26、采取上述技术方案的有益效果包括：当摩尔比grna：cas9蛋白＝1.5：1时，能够使得瓢虫幼虫发生突变。

27、进一步，所述天敌昆虫卵经显微注射后，撒上淀粉，放置温度为25±3℃，湿度为60-70％，光周期为l：d＝16：8的光照培养箱进行孵化。

28、采取上述技术方案的有益效果包括：将grna和cas9蛋白方便快捷地注入卵中，实现高效的基因编辑，在上述条件下培养，可以提高卵的孵化率。

29、进一步，还包括检测敲除突变体的步骤。

30、采用上述方案的有益效果包括：通过检测步骤，可以对敲除突变体进行筛选。

31、本发明提供一种用于提高天敌昆虫抗药性的试剂盒，包括grna、用于组装grna的dna模板的靶向引物混合工作液中的一种或几种，所述grna通过cri spr-cas9技术敲除或部分敲除天敌昆虫药物受体靶标位点。

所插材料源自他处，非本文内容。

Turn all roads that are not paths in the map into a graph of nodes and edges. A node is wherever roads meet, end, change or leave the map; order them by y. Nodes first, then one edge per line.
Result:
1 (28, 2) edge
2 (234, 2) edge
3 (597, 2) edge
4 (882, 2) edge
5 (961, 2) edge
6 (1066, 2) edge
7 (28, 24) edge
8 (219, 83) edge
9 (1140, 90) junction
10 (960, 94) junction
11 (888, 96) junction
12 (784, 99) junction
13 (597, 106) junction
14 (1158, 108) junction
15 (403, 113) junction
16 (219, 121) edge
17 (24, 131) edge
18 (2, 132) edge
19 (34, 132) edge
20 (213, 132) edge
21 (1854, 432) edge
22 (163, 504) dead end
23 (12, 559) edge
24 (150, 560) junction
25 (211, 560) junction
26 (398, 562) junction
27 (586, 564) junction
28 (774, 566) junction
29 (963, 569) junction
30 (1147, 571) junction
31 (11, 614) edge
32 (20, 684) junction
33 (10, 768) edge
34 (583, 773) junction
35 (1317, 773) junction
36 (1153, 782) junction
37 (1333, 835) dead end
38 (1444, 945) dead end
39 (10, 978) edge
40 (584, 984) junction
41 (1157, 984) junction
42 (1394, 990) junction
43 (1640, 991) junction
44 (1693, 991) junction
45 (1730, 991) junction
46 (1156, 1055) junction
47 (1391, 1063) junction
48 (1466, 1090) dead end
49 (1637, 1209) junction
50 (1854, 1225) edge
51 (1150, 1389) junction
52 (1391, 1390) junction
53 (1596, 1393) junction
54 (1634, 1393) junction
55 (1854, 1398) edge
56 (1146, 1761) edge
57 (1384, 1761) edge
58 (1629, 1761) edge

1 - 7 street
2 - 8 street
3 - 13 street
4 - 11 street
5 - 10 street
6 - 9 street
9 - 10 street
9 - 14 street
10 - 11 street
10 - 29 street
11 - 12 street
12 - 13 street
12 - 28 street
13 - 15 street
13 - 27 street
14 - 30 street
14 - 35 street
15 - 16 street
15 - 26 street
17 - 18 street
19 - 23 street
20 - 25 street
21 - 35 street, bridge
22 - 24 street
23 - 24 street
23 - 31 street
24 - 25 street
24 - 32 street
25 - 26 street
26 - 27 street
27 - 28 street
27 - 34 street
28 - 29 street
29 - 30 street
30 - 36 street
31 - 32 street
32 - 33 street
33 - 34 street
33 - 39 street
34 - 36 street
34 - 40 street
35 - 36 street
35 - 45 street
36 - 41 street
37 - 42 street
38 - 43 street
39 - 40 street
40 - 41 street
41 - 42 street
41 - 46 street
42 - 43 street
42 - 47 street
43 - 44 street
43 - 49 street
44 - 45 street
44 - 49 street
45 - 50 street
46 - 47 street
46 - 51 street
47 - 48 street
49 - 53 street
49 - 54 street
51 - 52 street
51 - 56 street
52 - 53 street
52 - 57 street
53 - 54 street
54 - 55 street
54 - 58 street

32、采取上述技术方案的有益效果包括：通过上述试剂盒可以实现利用cri spr-cas9技术敲除乙酰胆碱受体，从而抑制神经信号的传递，降低昆虫对农药的敏感性，进一步提高天敌昆虫对农药的抗性，具有实验过程简单、耗时短和工作量小等优势。

33、进一步，所述试剂盒还包括pcr反应液、tracr片段+t7引物混合物、水、体外转录用试剂、纯化体外转录产物试剂、cas9蛋白中的一种或几种。

34、进一步，所述grna包括grna1、grna2、grna3中的一种或几种的组合。

35、grna1的dna模板序列包括seq id no:7所示的核苷酸序列；grna2的dna模板序列包括seq id no:8所示的核苷酸序列；grna3的dna模板序列包括seq id no:9所示的核苷酸序列。

36、用于组装grna的dna模板的靶向引物混合工作液包括用于组装grna1的dna模板的靶向引物混合工作液、用于组装grna2的dna模板的靶向引物混合工作液、用于组装grna3的dna模板的靶向引物混合工作液中的一种或几种。

37、用于组装grna1的dna模板的靶向引物混合工作液包括靶向正向引物1和靶向反向引物1；靶向正向引物1的序列包括seq id no:12所示的核苷酸序列，靶向反向引物1的序列包括seq id no:13所示的核苷酸序列。

38、用于组装grna2的dna模板的靶向引物混合工作液包括靶向正向引物2和靶向反向引物2；靶向正向引物2的序列包括seq id no:14所示的核苷酸序列，靶向反向引物2的序列包括seq id no:15所示的核苷酸序列。

39、用于组装grna3的dna模板的靶向引物混合工作液包括靶向正向引物3和靶向反向引物3；靶向正向引物3的序列包括seq id no:16所示的核苷酸序列，靶向反向引物3的序列包括seq id no:17所示的核苷酸序列。

40、采取上述技术方案的有益效果包括：采用上述试剂盒可以实现利用crispr-cas9技术敲除天敌昆虫药物受体靶标位点，其中，grna1获得突变体抗药性提高的更显著。经实验验证，利用grna1进行经过crispr-cas9系统突变得到突变体系抗药性提升了16.173倍，死亡率明显降低。